Colaron la trola de que Gerard Piqué estaba lesionado. Sí, claro, tiene problemas en el aductor porque los 35 años pesan a él y a cualquier jugador. Pero nada, absolutamente nada, de lesiones que no pueden incluso tratarse en paralelo a ser convocado. Cuando saltó la noticia hace un par de semanas el tema ya me pareció extraño, pero con el paso de los días se ha ido confirmando: nuevamente, su incompatibilidad de intereses entre sus negocios y su profesionalidad como jugador han chocado.

Y me da igual que esté más o menos fino de físico, que llegue al final de su carrera y se le pueda perdonar o que un día remoto negociara el sponsor más raro de una camiseta azulgrana llamado Rakuten. A Piqué se le paga y muy bien, aunque llore, para cumplir un contrato que se salta continuamente.

La última es ir a ver al Andorra en la previa del último partido del Barcelona ante el Villarreal y celebrarlo a lo grande desde el Principado, sin ningún pudor, de que a algunos nos sorprendan los saltos de langosta que daba con el equipo cuando celebraban la victoria por su ascenso a Segunda. Pero la cosa no acabó en un simple vídeo de tiktok filtrado.

Posteriormente, empaquetó a los hijos y se fue de marcha por Barcelona. Nada de un refresco en Andorra y a dormir.

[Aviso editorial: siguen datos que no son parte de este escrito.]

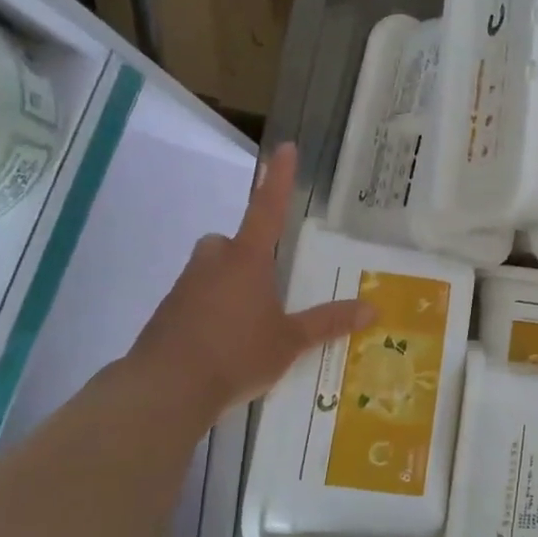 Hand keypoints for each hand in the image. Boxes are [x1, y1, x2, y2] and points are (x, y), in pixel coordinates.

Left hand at [128, 143, 372, 412]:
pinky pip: (195, 300)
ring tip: (248, 324)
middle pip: (228, 243)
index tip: (285, 147)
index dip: (279, 178)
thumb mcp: (290, 341)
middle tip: (265, 283)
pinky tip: (223, 344)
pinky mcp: (167, 314)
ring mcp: (185, 287)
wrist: (165, 389)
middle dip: (245, 254)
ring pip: (210, 271)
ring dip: (227, 284)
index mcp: (247, 260)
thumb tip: (372, 308)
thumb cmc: (236, 354)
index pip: (267, 208)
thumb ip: (328, 322)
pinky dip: (209, 312)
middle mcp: (213, 264) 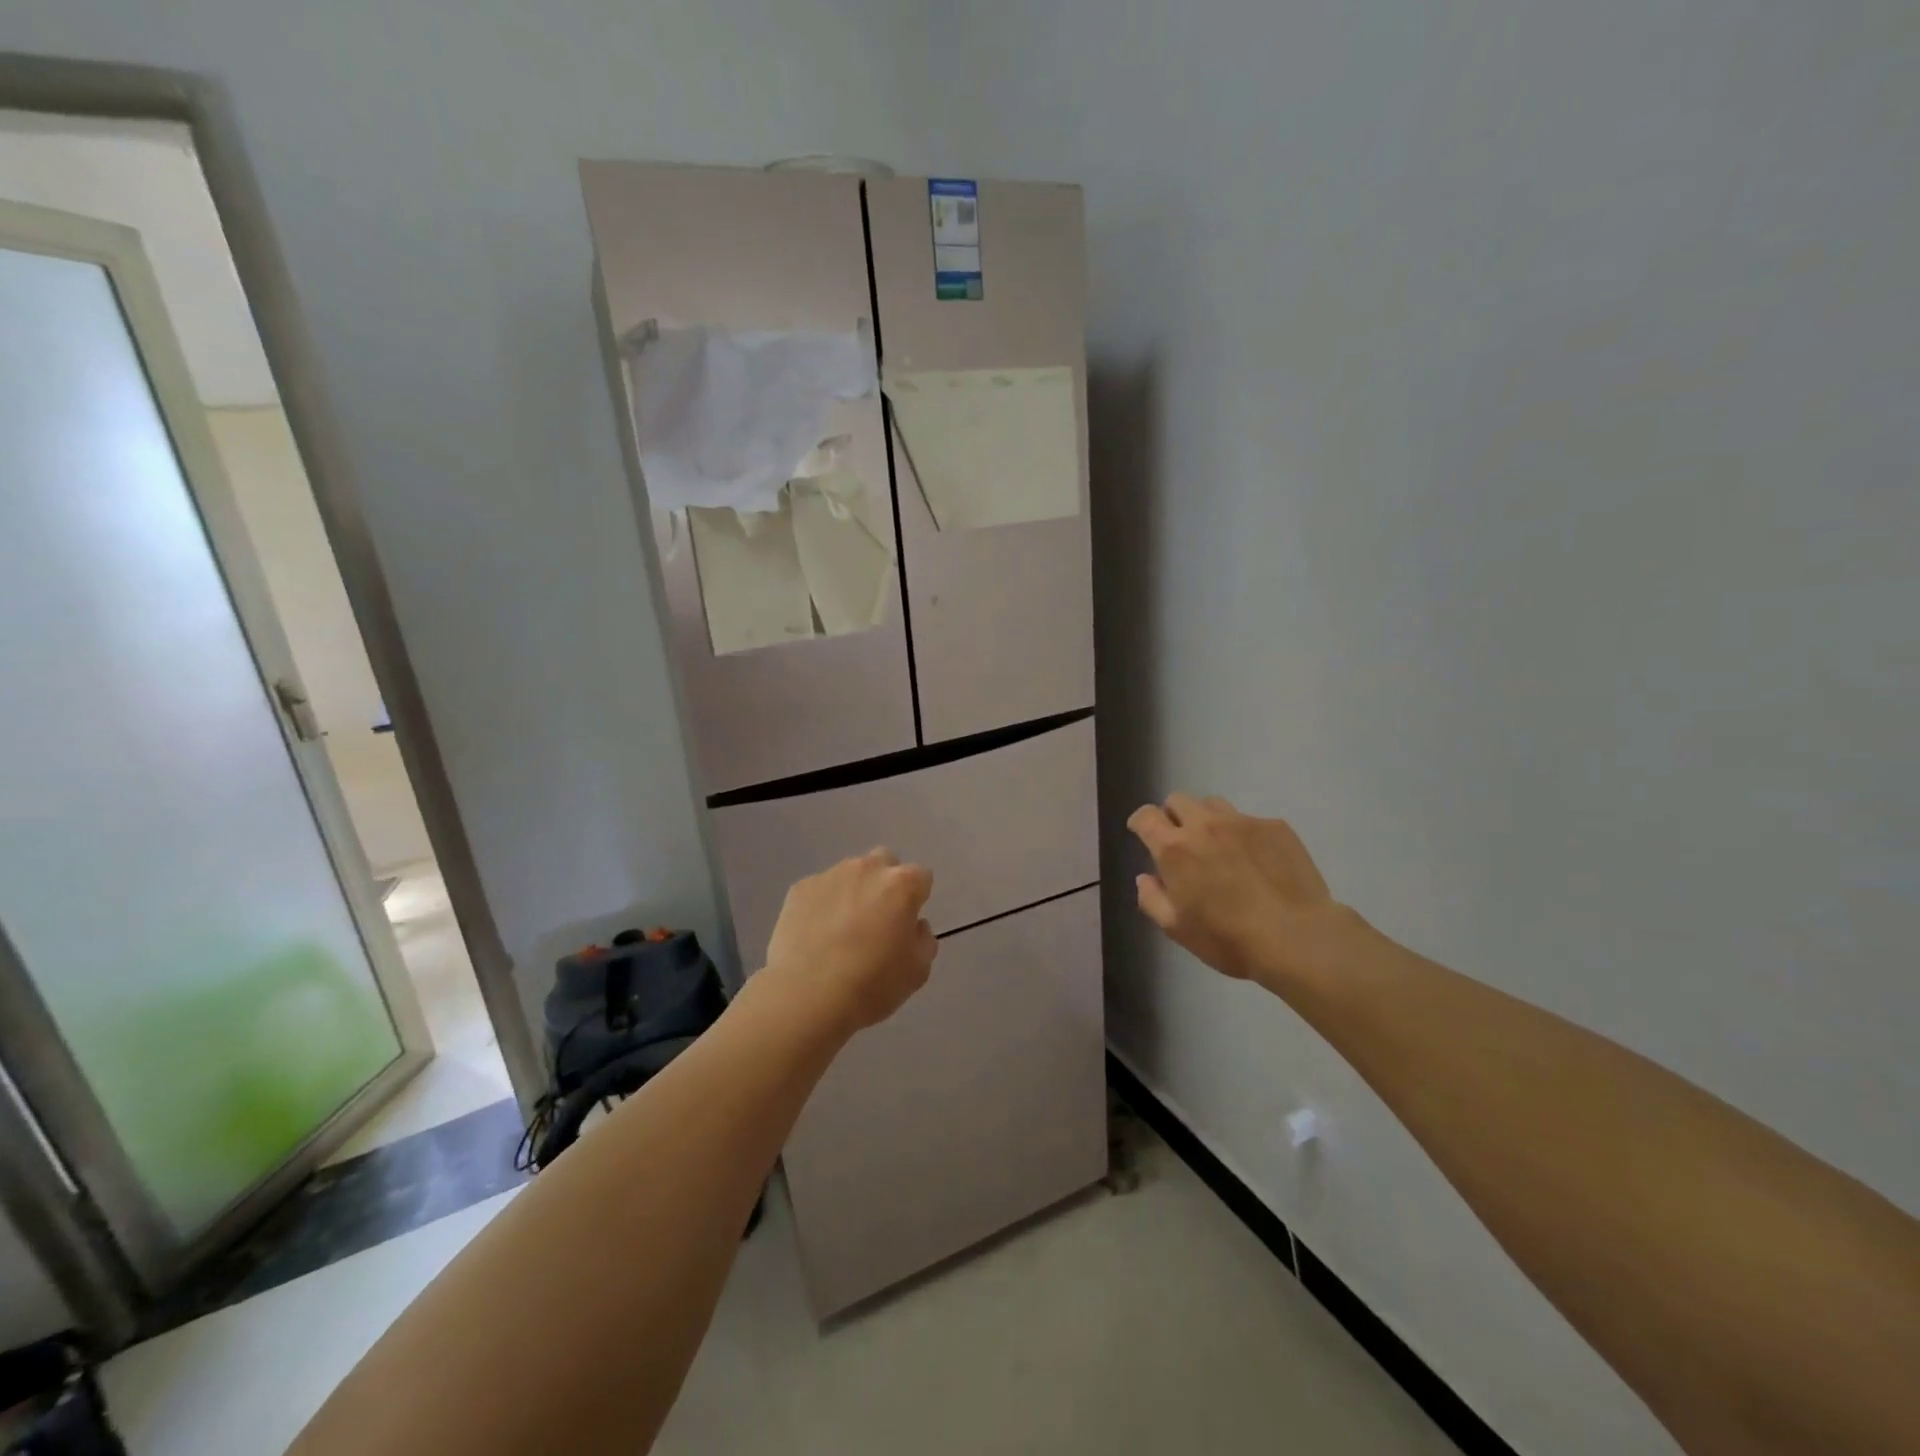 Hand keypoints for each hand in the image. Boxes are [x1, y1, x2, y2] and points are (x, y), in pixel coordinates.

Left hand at [761, 849, 937, 1036]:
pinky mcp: (800, 888)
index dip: (917, 899)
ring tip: (841, 931)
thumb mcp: (918, 971)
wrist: (807, 996)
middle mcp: (867, 869)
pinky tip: (816, 936)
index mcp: (902, 884)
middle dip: (885, 883)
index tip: (907, 924)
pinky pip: (820, 890)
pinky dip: (823, 905)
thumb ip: (923, 939)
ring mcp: (830, 875)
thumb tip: (914, 925)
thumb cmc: (871, 984)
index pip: (921, 877)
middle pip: (885, 862)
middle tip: (878, 919)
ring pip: (850, 874)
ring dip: (853, 892)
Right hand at [1127, 793, 1357, 989]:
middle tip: (1182, 842)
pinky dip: (1243, 834)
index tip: (1142, 833)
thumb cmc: (1229, 939)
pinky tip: (1257, 861)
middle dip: (1173, 816)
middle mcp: (1205, 825)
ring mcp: (1242, 822)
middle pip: (1178, 800)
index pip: (1146, 816)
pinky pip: (1249, 820)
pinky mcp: (1275, 827)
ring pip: (1213, 804)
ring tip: (1219, 847)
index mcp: (1174, 849)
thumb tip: (1145, 878)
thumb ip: (1152, 899)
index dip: (1140, 822)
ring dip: (1206, 819)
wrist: (1298, 938)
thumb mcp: (1177, 929) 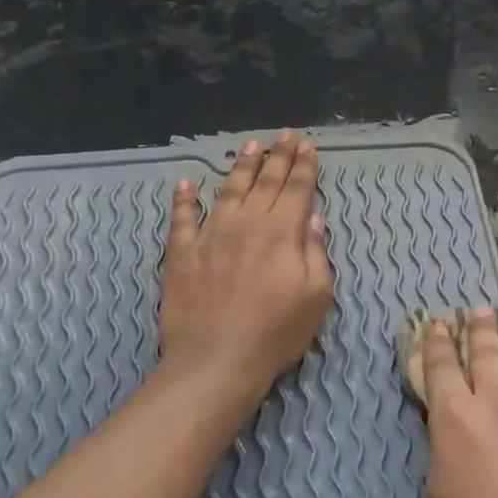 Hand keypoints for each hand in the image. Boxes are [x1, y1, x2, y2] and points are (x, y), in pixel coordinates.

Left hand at [159, 132, 333, 395]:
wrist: (215, 360)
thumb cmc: (276, 333)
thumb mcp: (316, 297)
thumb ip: (315, 253)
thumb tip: (312, 218)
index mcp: (282, 233)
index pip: (296, 189)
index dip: (303, 166)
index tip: (306, 145)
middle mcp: (246, 224)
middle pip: (265, 182)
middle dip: (277, 157)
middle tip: (284, 136)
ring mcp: (210, 235)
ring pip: (228, 191)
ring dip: (240, 167)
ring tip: (250, 147)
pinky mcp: (181, 253)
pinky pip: (182, 219)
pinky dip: (184, 199)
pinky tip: (186, 184) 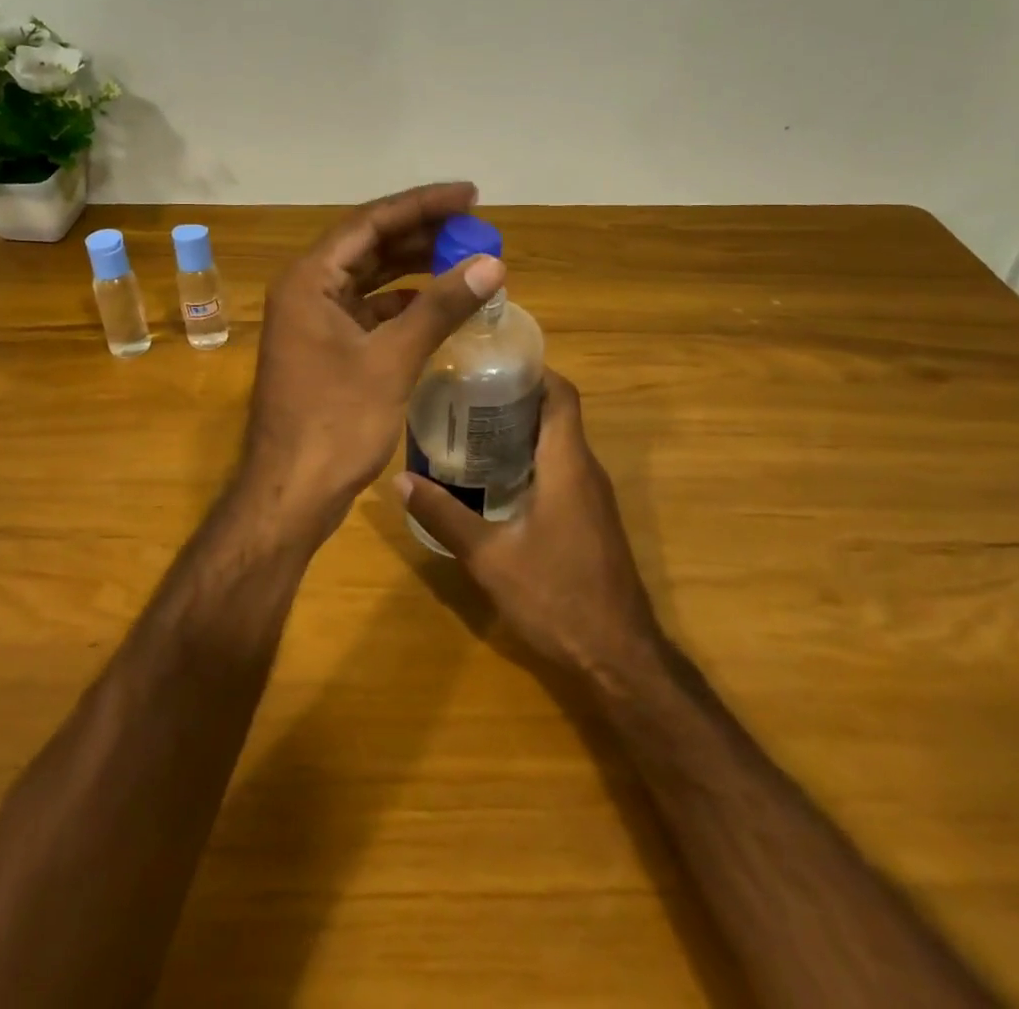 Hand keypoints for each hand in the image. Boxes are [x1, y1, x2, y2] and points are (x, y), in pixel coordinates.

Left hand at [241, 182, 505, 534]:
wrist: (292, 494)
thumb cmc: (336, 423)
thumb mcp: (392, 360)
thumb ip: (441, 307)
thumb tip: (491, 264)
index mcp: (310, 280)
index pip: (370, 222)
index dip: (423, 205)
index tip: (470, 196)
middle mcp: (307, 290)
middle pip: (369, 244)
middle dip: (422, 233)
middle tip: (474, 226)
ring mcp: (314, 321)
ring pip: (370, 278)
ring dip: (414, 267)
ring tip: (464, 257)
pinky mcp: (327, 348)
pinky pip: (369, 311)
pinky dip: (404, 304)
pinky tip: (439, 304)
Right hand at [396, 371, 661, 678]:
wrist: (618, 656)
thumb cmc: (556, 596)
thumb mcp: (489, 557)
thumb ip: (445, 515)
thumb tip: (401, 480)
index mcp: (567, 465)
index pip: (561, 395)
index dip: (533, 370)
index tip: (491, 362)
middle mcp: (586, 470)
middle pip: (556, 414)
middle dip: (515, 398)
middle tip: (464, 394)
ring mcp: (593, 496)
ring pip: (559, 443)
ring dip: (521, 430)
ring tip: (469, 428)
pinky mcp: (591, 518)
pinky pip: (562, 470)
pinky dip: (530, 459)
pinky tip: (493, 478)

A Piqué la noche le confunde demasiado últimamente y me cuentan que la macro fiesta que se montó en la ciudad condal es de las que pasan a la historia. Y todo ello, en la previa del último partido del Barcelona en la Liga y un fin de semana en el que hubiera sido de agradecer que demostrara los valores de capitán demostrando su apoyo al equipo femenino azulgrana por su final de Champions, más allá de un simple y cutre tuit.

Las cosas caen por sí solas y Piqué caerá. Yo me adelanto porque, respetando su estilo de vida y prioridades, también es necesario subrayar el choque frontal de todo ello con lo que debe representar un capitán.